Skepsis gegenüber Ethikkommissionen

Die Basler Historikerin Regina Wecker, die als Zwischenruferin an der Veranstaltung fungierte, kam wieder auf die Ethikspezialisten zurück. Vor allem zeigte sie sich erstaunt, dass im Auditorium niemand die Rolle der Ethikkommissionen problematisiert hatte. Dabei „unterstelle“ sie diesen, dass sie vor allem da seien, um das Problembewusstsein zu demonstrieren. Zudem würden sie erst zur Schadensbegrenzung eingesetzt. Unwidersprochen blieben diese Aussagen nicht, obwohl ihnen Jürg Fröhlich mit seinen Ausführungen teilweise sekundierte. So wurde darauf hingewiesen, dass bei der Gesetzgebung Ethikkommissionen zum Einsatz kämen, was manchmal zu Regelungen führe, die nicht alleine auf rein ökonomischen Überlegungen basieren. Jemand bemerkte, dass ihm die Ethiker wie McKinsey vorkommen: teure Ratgeber ohne Verantwortung.

Objektive Ethik?

Kontrovers war auch die Diskussion über die Rolle der Objektivität. Einige Votanten billigten diese nur den Naturwissenschaften zu. Entsprechend forderten sie auch mehr naturwissenschaftliche Lösungen. Susanne Boshammer hielt dem entgegen, sie erlebe die Ingenieure nicht so, dass sie mehr Fakten und keine Normen bräuchten. Dabei erhielt sie Unterstützung von einer Votantin, die aufgrund ihrer Erfahrung mit einem Nachdiplomkurs einen klaren Bedarf bei Ingenieuren an ethischen Überlegungen feststellte.

Michael Hampe hielt fest: Der Ort, wo Ethik fassbar beziehungsweise objektiv wird, ist der öffentliche Raum. Gleichzeitig gab er zu bedenken, dass es keine verbindliche Methode zur Herstellung einer praktischen Ethik gebe. Wieder ein anderer Punkt einer Teilnehmerin zur Objektivität war, dass diese in der Wissenschaft nur in Relationen zu finden sei, und darum auch der Ethik zukomme. Trotz allen Diskussionen war man sich aber einig, dass Ethik einen Geltungsanspruch haben muss, der über das Individuum hinausgeht.

Keine logischen Gründe, etwas zu wollen

Wer an diesem Abend Konkreteres erwartet hatte, etwa eine Diskussion über Werte wie Transparenz in der Wissenschaft, wurde enttäuscht.
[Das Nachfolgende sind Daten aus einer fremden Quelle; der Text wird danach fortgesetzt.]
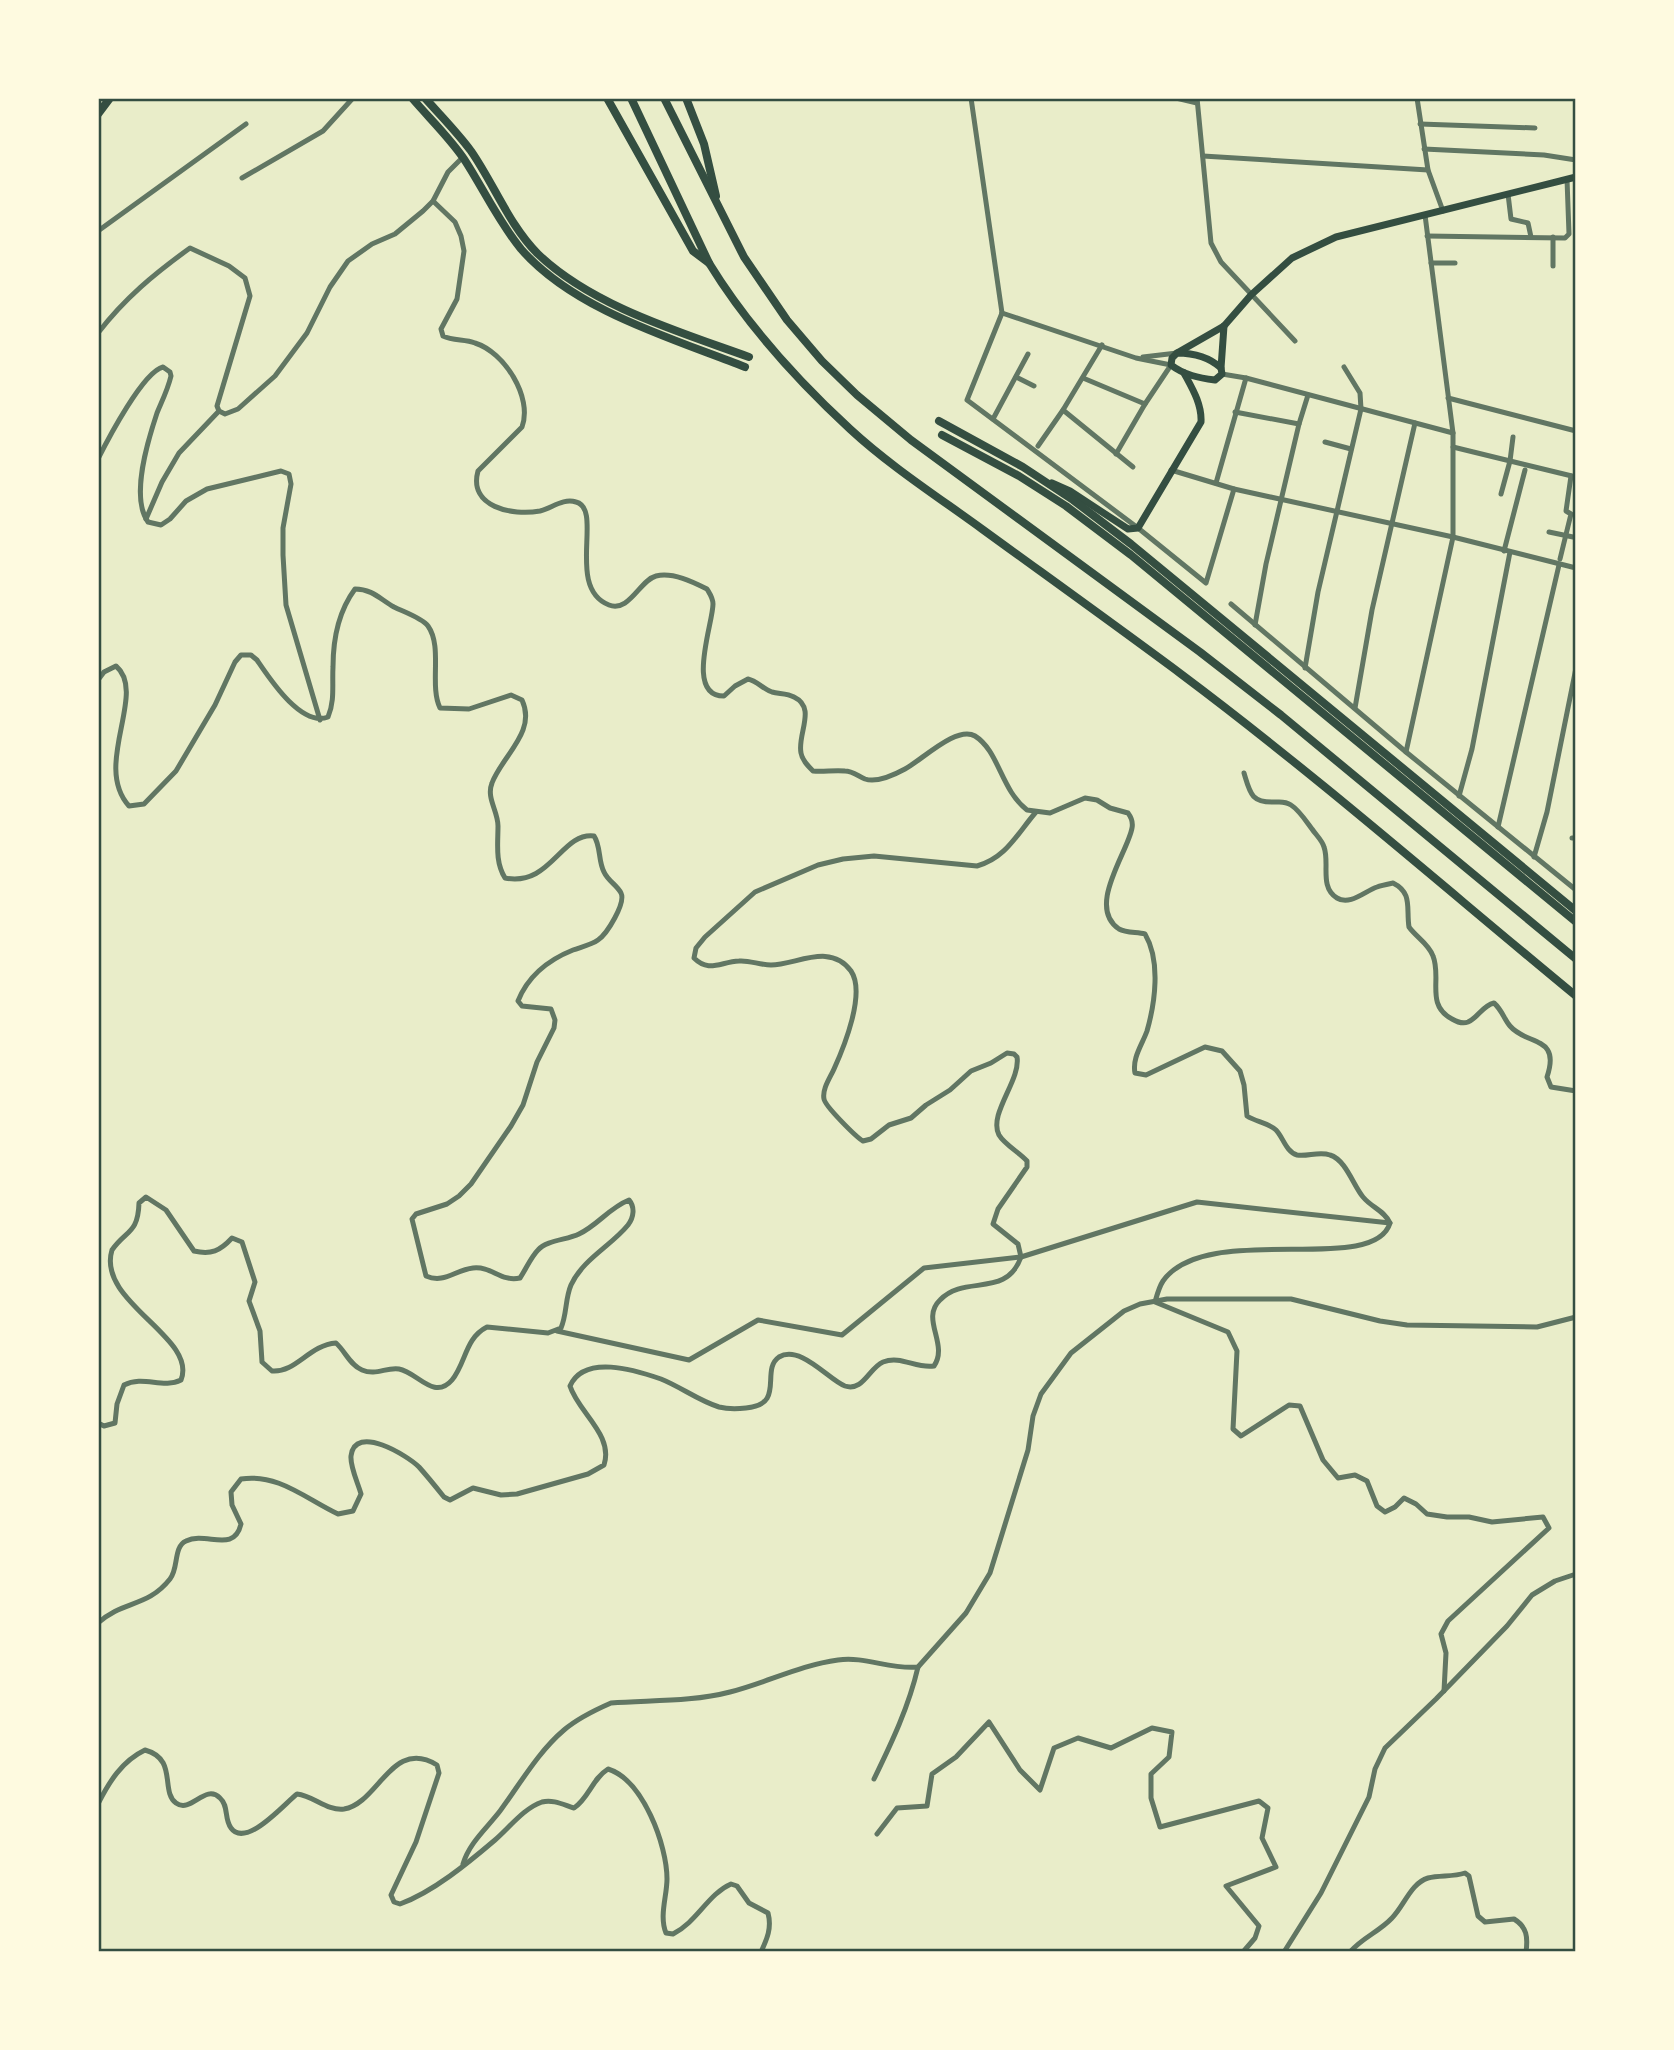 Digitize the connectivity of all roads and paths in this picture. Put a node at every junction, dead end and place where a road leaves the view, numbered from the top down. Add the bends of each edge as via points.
1 (110, 98) edge
2 (353, 98) edge
3 (412, 98) edge
4 (425, 98) edge
5 (607, 98) edge
6 (631, 98) edge
7 (664, 98) edge
8 (686, 98) edge
9 (971, 98) edge
10 (1176, 98) edge
11 (1417, 98) edge
12 (1197, 100) edge
13 (98, 114) edge
14 (246, 124) dead end
15 (1420, 124) junction
16 (1535, 128) dead end
17 (1424, 149) junction
18 (1202, 156) junction
19 (463, 157) junction
20 (1576, 160) edge
21 (1428, 170) junction
22 (1576, 177) edge
23 (242, 178) dead end
24 (1567, 179) junction
25 (1508, 194) junction
26 (716, 199) junction
27 (433, 201) junction
28 (1443, 211) junction
29 (1425, 215) junction
30 (98, 232) edge
31 (1427, 236) junction
32 (1531, 237) junction
33 (1553, 237) junction
34 (709, 263) junction
35 (1431, 263) junction
36 (1455, 263) dead end
37 (1553, 266) dead end
38 (1251, 295) junction
39 (1002, 313) junction
40 (1224, 326) junction
41 (98, 333) edge
42 (1294, 341) dead end
43 (1102, 345) junction
44 (1177, 352) junction
45 (1028, 354) dead end
46 (749, 357) dead end
47 (1136, 358) junction
48 (1171, 365) junction
49 (745, 367) dead end
50 (1343, 367) dead end
51 (1222, 371) junction
52 (1184, 373) junction
53 (1016, 377) junction
54 (1083, 378) junction
55 (1246, 378) junction
56 (1034, 386) dead end
57 (1308, 396) junction
58 (1448, 398) junction
59 (1145, 404) junction
60 (1361, 409) junction
61 (1063, 410) junction
62 (219, 411) junction
63 (1235, 412) junction
64 (993, 419) junction
65 (939, 421) dead end
66 (1415, 423) junction
67 (1299, 424) junction
68 (1576, 431) edge
69 (1453, 433) junction
70 (942, 435) dead end
71 (1513, 437) dead end
72 (1325, 442) dead end
73 (1038, 446) dead end
74 (1453, 447) junction
75 (1351, 449) junction
76 (1116, 454) junction
77 (98, 459) edge
78 (1510, 461) junction
79 (1133, 467) dead end
80 (1171, 470) junction
81 (1525, 470) dead end
82 (1038, 477) junction
83 (1574, 477) edge
84 (1216, 483) junction
85 (1234, 489) junction
86 (1501, 494) dead end
87 (1281, 500) junction
88 (1337, 512) junction
89 (146, 519) junction
90 (1392, 524) junction
91 (1138, 528) junction
92 (1549, 533) dead end
93 (1569, 536) junction
94 (1453, 537) junction
95 (1507, 552) junction
96 (1560, 562) junction
97 (1576, 568) edge
98 (1231, 604) dead end
99 (1255, 625) junction
100 (1305, 668) junction
101 (1576, 668) edge
102 (98, 680) edge
103 (1356, 708) junction
104 (320, 720) junction
105 (1406, 752) junction
106 (1244, 773) dead end
107 (1459, 796) junction
108 (1036, 812) junction
109 (1498, 827) junction
110 (1534, 857) junction
111 (1576, 890) edge
112 (1576, 911) edge
113 (1576, 922) edge
114 (1576, 959) edge
115 (1576, 996) edge
116 (1576, 1091) edge
117 (1390, 1223) junction
118 (1021, 1257) junction
119 (1154, 1301) junction
120 (1576, 1317) edge
121 (556, 1331) junction
122 (98, 1423) edge
123 (1576, 1574) edge
124 (98, 1623) edge
125 (918, 1667) junction
126 (1444, 1691) junction
127 (874, 1779) dead end
128 (98, 1804) edge
129 (877, 1834) dead end
130 (463, 1864) junction
131 (761, 1952) edge
132 (1243, 1952) edge
133 (1284, 1952) edge
134 (1350, 1952) edge
135 (1526, 1952) edge

1 - 13 main road
2 - 23 street via 323,131
3 - 19 main road
4 - 46 main road via 470,151 525,238 559,271 613,303
5 - 34 main road via 679,229 693,251
6 - 34 main road
7 - 26 main road
8 - 26 main road via 704,144
9 - 39 street
10 - 12 street
11 - 15 street
12 - 18 street
14 - 30 street
15 - 16 street
15 - 17 street
17 - 20 street
17 - 21 street
18 - 21 street
18 - 38 street via 1211,243 1221,262
19 - 27 street via 447,173
19 - 49 main road via 514,239 557,281 618,316
21 - 28 street
22 - 24 main road
24 - 25 main road
24 - 33 street via 1569,234
25 - 28 main road
25 - 32 street via 1510,216 1528,223
26 - 114 main road via 744,257 786,320 858,395 911,440 1281,715
27 - 62 street via 409,224 348,261 307,333 275,376 237,409 225,414
27 - 108 street via 455,222 464,251 457,299 441,329 443,336 474,342 497,355 513,374 521,398 522,427 478,471 483,500 511,511 540,511 563,502 582,505 587,520 587,579 596,596 608,605 629,600 643,584 663,575 707,589 713,603 703,664 708,686 714,694 724,696 748,679 801,702 806,712 801,755 813,771 881,778 968,733 988,748 1019,804
28 - 29 main road
29 - 31 street
29 - 38 main road via 1336,237 1292,258
31 - 32 street
31 - 35 street
32 - 33 street
33 - 37 street
34 - 115 main road via 766,341 851,431 1213,699
35 - 36 street
35 - 58 street
38 - 40 main road
38 - 42 street
39 - 43 street
39 - 64 street via 967,400
40 - 44 main road
40 - 51 main road
41 - 62 street via 153,274 190,247 229,266 245,278 250,296
43 - 47 street
43 - 54 street
44 - 47 street
44 - 48 main road
44 - 51 main road via 1214,362
45 - 53 street
47 - 48 street
48 - 52 main road
48 - 59 street
50 - 60 street via 1360,393
51 - 52 main road via 1215,380
51 - 55 street
52 - 80 main road via 1199,403 1201,422
53 - 56 street
53 - 64 street
54 - 59 street
54 - 61 street
55 - 57 street
55 - 63 street
57 - 60 street
57 - 67 street
58 - 68 street
58 - 69 street
59 - 76 street
60 - 66 street
60 - 75 street
61 - 73 street
61 - 76 street
62 - 89 street via 179,453
63 - 67 street
63 - 84 street
64 - 91 street
65 - 82 main road
66 - 69 street
66 - 90 street
67 - 87 street
69 - 74 street
70 - 113 main road via 1019,476 1131,555
71 - 78 street
72 - 75 street
74 - 78 street
74 - 94 street
75 - 88 street
76 - 79 street
77 - 89 street via 116,424 155,371 167,369 171,376 142,473 140,501
78 - 83 street
78 - 86 street
80 - 84 street
80 - 91 main road
81 - 95 street
82 - 91 main road via 1070,491 1128,529
82 - 112 main road via 1131,544
83 - 93 street via 1566,511 1570,514
84 - 85 street
85 - 87 street
85 - 91 street via 1206,583
87 - 88 street
87 - 99 street
88 - 90 street
88 - 100 street
89 - 104 street via 161,525 186,501 215,485 281,471 289,474 283,555 286,606
90 - 94 street
90 - 103 street
92 - 93 street
93 - 96 street
94 - 95 street
94 - 105 street
95 - 96 street
95 - 107 street via 1472,749
96 - 97 street
96 - 109 street
98 - 99 street
99 - 100 street
100 - 103 street
101 - 110 street
102 - 104 street via 116,666 125,676 116,763 119,791 129,806 144,804 176,771 241,655 257,660 288,701
103 - 105 street
104 - 121 street via 328,717 332,707 340,614 355,589 366,589 428,625 440,708 469,709 511,695 522,700 526,710 523,732 490,787 498,826 498,864 505,878 533,876 577,838 594,836 603,871 623,897 600,939 555,959 534,974 522,991 518,1001 522,1006 551,1009 555,1020 523,1105 460,1196 412,1219 426,1276 447,1278 481,1268 511,1280 520,1278 545,1244 577,1235 629,1200 633,1211 628,1225 580,1271 571,1285 561,1328
105 - 107 street
106 - 116 street via 1250,794 1293,806 1320,839 1326,855 1326,880 1337,898 1345,901 1393,883 1403,889 1410,906 1409,927 1433,954 1440,1010 1459,1023 1468,1022 1485,1005 1494,1003 1510,1026 1541,1042 1549,1053 1551,1087
107 - 109 street
108 - 117 street via 1060,810 1085,798 1124,810 1132,820 1110,884 1107,909 1120,930 1145,934 1151,943 1152,1008 1133,1063 1135,1073 1146,1075 1205,1047 1222,1051 1240,1071 1247,1116 1274,1129 1297,1155 1331,1155 1339,1160 1365,1200 1387,1215
108 - 118 street via 1003,853 989,863 976,866 874,856 843,859 794,873 755,892 705,937 694,958 701,965 739,961 773,965 811,956 836,960 850,970 855,993 849,1036 823,1097 828,1109 863,1141 911,1118 971,1071 1014,1054 1018,1063 998,1119 998,1132 1027,1161 1027,1167 993,1224 1018,1244
109 - 110 street
110 - 111 street
117 - 118 street via 1196,1202
117 - 119 street via 1378,1238 1340,1250 1254,1249 1201,1257 1183,1264 1163,1281
118 - 121 street via 924,1268 842,1335 758,1320 689,1360
118 - 124 street via 1012,1273 998,1283 957,1288 938,1301 932,1309 940,1355 934,1366 890,1359 853,1387 844,1386 802,1358 786,1355 772,1366 771,1389 763,1403 737,1409 719,1407 661,1379 610,1367 587,1369 574,1377 572,1395 593,1423 607,1456 604,1465 577,1477 517,1494 472,1488 450,1500 404,1455 369,1441 353,1450 351,1459 361,1494 353,1511 345,1514 280,1482 241,1479 231,1492 241,1524 235,1537 184,1542 173,1575 153,1595 109,1613
119 - 120 street via 1291,1299 1380,1321 1434,1327 1537,1327
119 - 125 street via 1124,1311 1083,1341 1041,1394 990,1573 966,1613
119 - 126 street via 1228,1332 1237,1351 1233,1429 1241,1436 1289,1405 1300,1406 1323,1460 1338,1478 1355,1475 1367,1481 1377,1506 1385,1512 1404,1498 1427,1514 1447,1517 1492,1522 1543,1517 1549,1528 1448,1621 1440,1634 1447,1653
121 - 122 street via 486,1327 473,1338 452,1381 441,1388 399,1369 360,1370 336,1343 313,1350 288,1369 272,1371 262,1362 260,1331 249,1301 255,1282 242,1242 232,1238 217,1251 194,1251 166,1210 146,1197 139,1203 131,1231 112,1250 111,1266 130,1303 174,1347 183,1375 170,1384 144,1379 124,1385 115,1423
123 - 126 street via 1532,1595
125 - 127 street
125 - 130 street via 902,1669 841,1659 729,1692 611,1703 563,1730 467,1851
126 - 133 street via 1385,1748 1369,1797 1321,1893
128 - 130 street via 121,1768 145,1750 159,1757 165,1767 173,1801 188,1805 204,1795 219,1797 231,1829 245,1833 265,1823 297,1794 346,1809 401,1762 429,1760 439,1773 416,1842 391,1895 394,1902 420,1896
129 - 132 street via 897,1808 927,1806 932,1774 989,1722 1020,1770 1040,1790 1054,1748 1078,1738 1111,1748 1152,1728 1172,1732 1169,1757 1151,1774 1151,1798 1160,1827 1259,1801 1268,1808 1262,1838 1276,1867 1226,1886 1259,1926
130 - 131 street via 529,1809 543,1801 574,1808 586,1798 599,1774 608,1769 619,1772 659,1835 667,1880 666,1933 682,1930 721,1888 731,1884 749,1903 768,1913 770,1922
134 - 135 street via 1392,1918 1426,1878 1465,1873 1478,1916 1485,1922 1514,1919 1522,1924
Dies obwohl einige Teilnehmer unter dem Begriff Ethik mehr verstanden als nur die Disziplin, die sich mit der Wertentstehung und –begründung befasst. Doch auch bei grundsätzlichen Überlegungen kam man nicht zu weitergehenden Erörterungen. Dabei wäre es vielleicht fruchtbar gewesen, hätte man sich beispielsweise mehr dem durch Jürg Fröhlich aufgeworfenen Problem gewidmet. Der Physiker verwies nämlich auf ein sicher besonders auch für im wissenschaftlichen Denken geschulte Personen wichtiges Dilemma bei Ethikdiskussionen: Ethik befasst sich mit dem, was wir sollen beziehungsweise sollen. Es gibt aber keine logischen Gründe, etwas zu wollen.